Demand for water is set to spark an acute shortage that will leave key sectors, including agriculture, without sufficient supplies to meet global food requirements.

Business leaders meeting at the World Economic Forum (WEF) were told yesterday to prepare themselves for significant disputes and conflicts as a result of the world's growing water shortage problem.

Dominic Waughray, the director of Environmental Initiatives at the WEF, said: "Our water sources are under immense strain as our world economy continues to grow. A richer world is a thirstier world."

The growing world population is now placing water supplies under such stress that by 2020 between 75m and 250m people will be exposed to increased levels of "water stress", delegates to the WEF heard.

Yields from rain-fed agriculture could be reduced by up to 50pc in already struggling areas such as Africa.

Not only are populations growing but so too are their demands for ever higher quality food, especially protein-rich produce.

The global population will top 9bn by 2050 but as early as 2025 the amount of water available per capita per year will have halved compared with 1960, from 13,000 cubic meters to 6,000 cubic meters.

However, between 1961 and 2002 wheat consumption in Asia tripled while meat consumption grew by a factor of seven.
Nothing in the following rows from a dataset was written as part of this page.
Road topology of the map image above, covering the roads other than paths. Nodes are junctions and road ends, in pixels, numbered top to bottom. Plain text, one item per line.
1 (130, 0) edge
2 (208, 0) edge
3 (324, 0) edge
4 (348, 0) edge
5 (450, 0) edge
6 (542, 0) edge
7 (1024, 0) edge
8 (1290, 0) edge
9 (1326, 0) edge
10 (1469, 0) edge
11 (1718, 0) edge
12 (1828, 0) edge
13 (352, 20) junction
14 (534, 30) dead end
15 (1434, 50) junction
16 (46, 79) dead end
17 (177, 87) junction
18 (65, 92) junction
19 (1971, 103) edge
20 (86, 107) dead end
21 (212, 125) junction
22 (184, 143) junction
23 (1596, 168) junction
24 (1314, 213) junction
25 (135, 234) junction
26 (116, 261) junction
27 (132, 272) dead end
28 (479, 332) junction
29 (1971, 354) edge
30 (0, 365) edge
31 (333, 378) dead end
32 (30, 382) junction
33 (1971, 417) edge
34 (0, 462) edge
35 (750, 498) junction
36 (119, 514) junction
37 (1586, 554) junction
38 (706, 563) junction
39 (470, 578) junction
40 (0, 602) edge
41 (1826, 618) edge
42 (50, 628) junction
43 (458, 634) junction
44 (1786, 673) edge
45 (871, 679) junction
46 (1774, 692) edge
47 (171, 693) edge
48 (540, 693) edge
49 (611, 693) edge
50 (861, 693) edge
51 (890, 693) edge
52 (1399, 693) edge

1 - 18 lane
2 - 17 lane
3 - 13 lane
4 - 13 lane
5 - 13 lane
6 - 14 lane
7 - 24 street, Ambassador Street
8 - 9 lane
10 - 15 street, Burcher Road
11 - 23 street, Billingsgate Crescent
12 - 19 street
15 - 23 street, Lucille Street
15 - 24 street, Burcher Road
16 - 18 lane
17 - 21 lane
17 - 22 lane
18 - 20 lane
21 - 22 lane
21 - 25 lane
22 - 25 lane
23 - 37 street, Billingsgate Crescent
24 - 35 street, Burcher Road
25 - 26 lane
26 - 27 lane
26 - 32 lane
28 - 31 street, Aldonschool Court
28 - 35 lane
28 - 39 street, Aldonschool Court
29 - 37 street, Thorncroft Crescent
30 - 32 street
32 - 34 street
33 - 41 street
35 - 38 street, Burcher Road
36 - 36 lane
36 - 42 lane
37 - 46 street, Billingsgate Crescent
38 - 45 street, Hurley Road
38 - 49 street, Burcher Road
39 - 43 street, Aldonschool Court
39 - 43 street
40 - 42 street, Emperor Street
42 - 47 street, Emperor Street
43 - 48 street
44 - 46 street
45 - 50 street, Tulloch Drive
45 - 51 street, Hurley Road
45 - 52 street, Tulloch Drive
Globally, food demand is expected to grow between 70pc-90pc by 2050.

But crops are also increasingly being used to supply energy through the use of biofuels and the amount of additional water needed for bio-energy production could be equivalent to the amount required to feed the world's population, the WEF was told.
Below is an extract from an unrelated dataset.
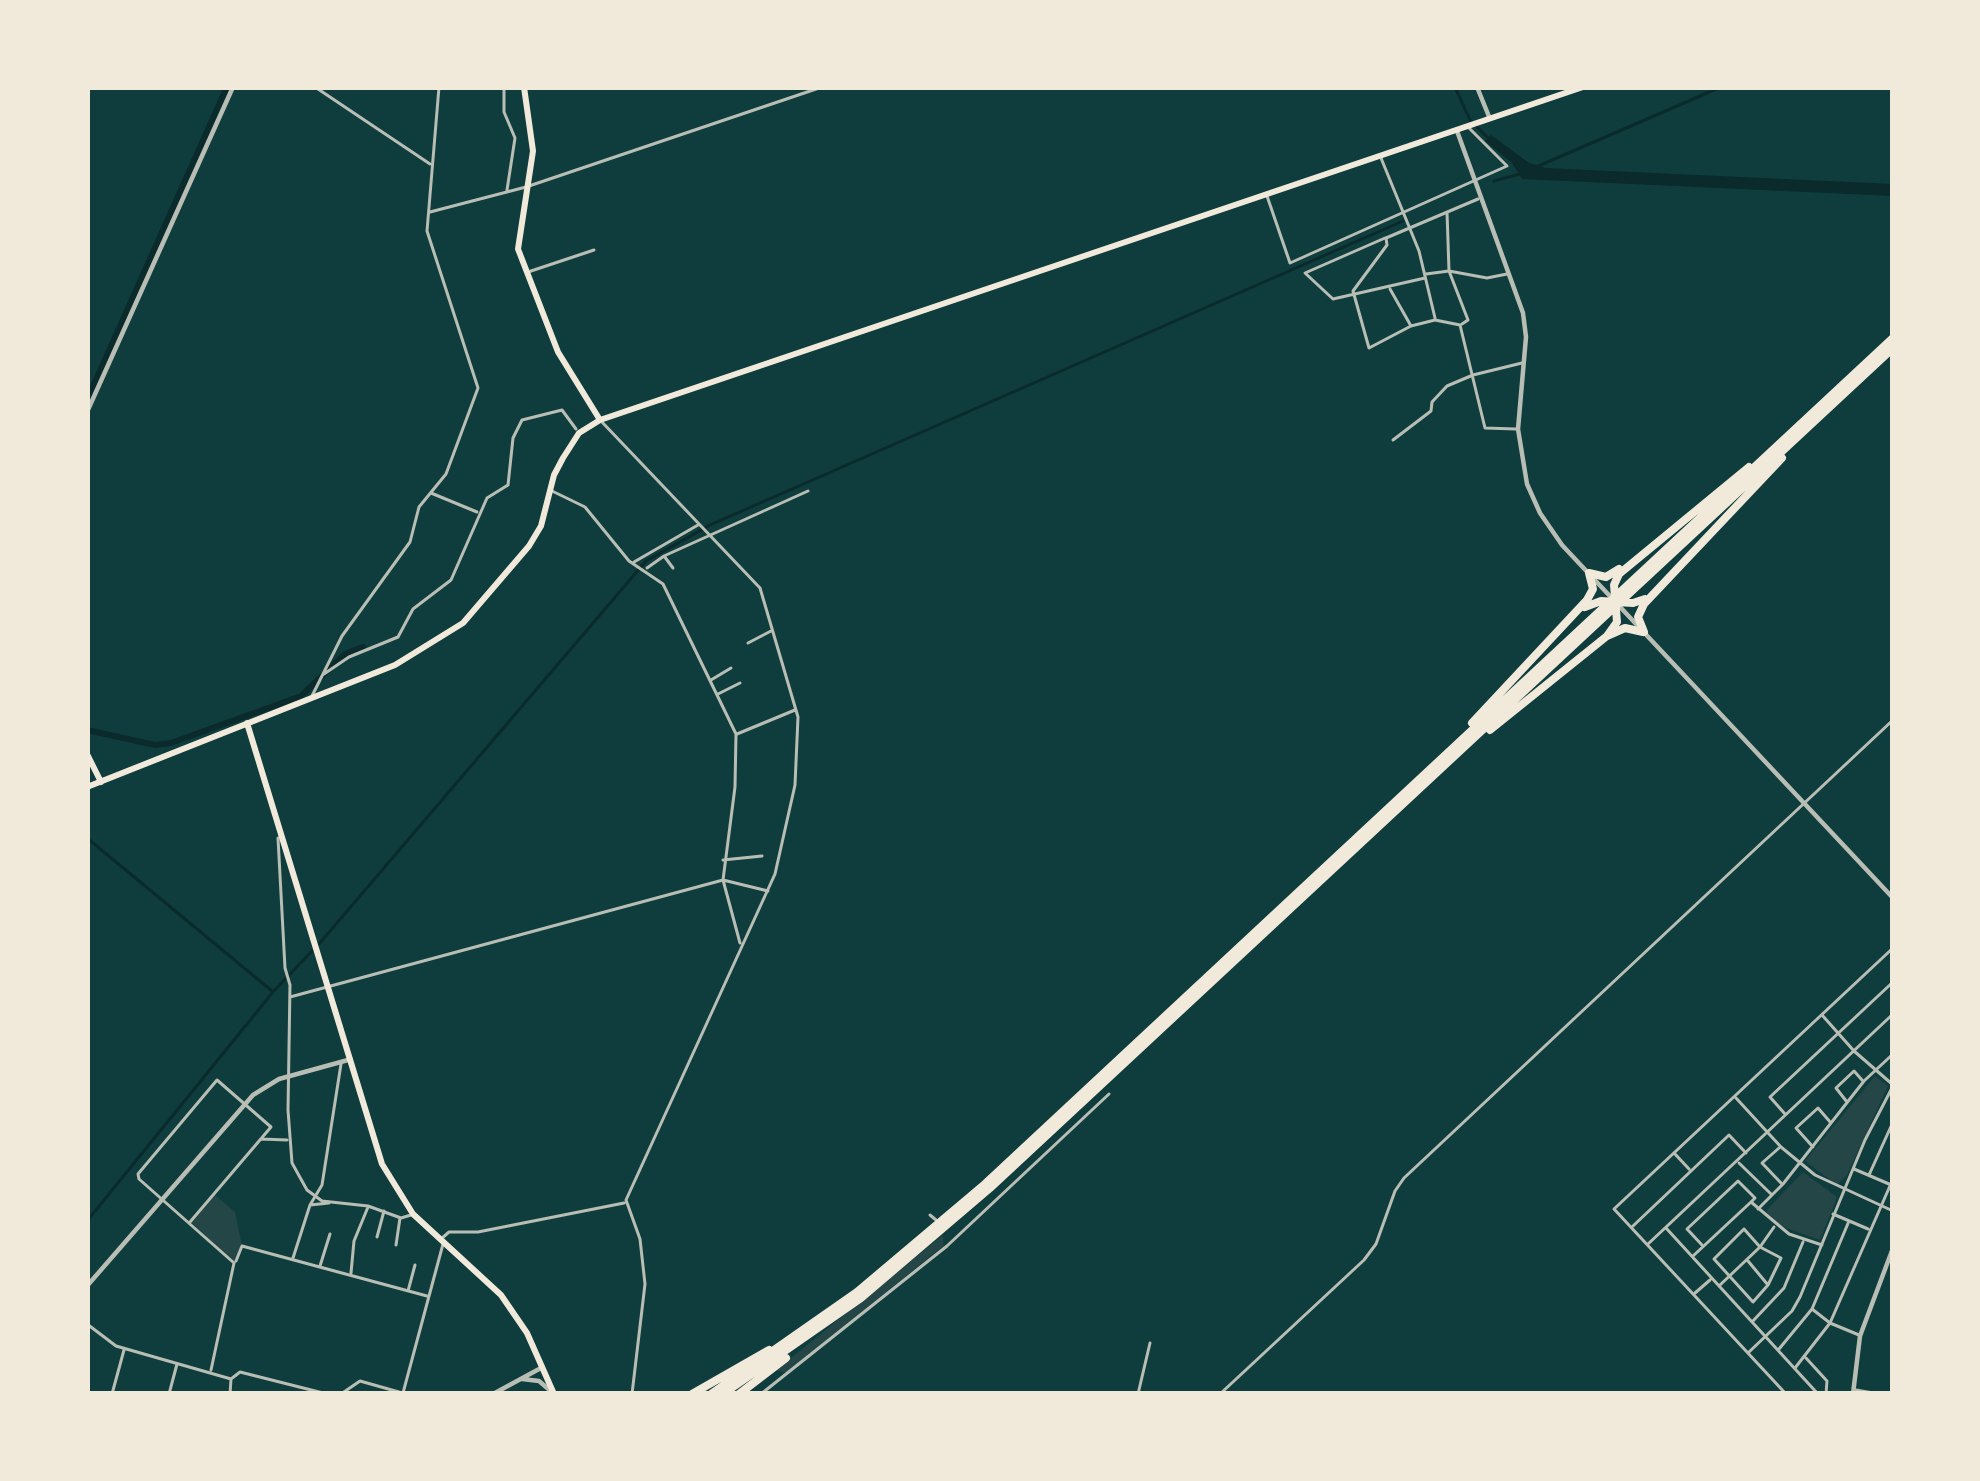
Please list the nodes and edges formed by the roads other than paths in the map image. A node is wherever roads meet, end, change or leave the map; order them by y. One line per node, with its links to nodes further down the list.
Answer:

Add to this situation the threat of climate change and the problem is becoming ever more acute.

Neville Isdell, chairman and chief executive of Coca-Cola, said: "When society faces global challenges like water scarcity we all need to come together to leverage our individual efforts. Business leaders have a critical role to play.

Supporting the communities we serve is not just enlightened self-interest, it is literally self-interest."

The WEF is creating a new coalition of businesses to produce a framework with commitments in place to produce a multi-industry global plan of action on water. This will see existing water management solutions increased in scale and replicated across industries.

It will also undertake a major new international forecast on water security and its economic and political implications.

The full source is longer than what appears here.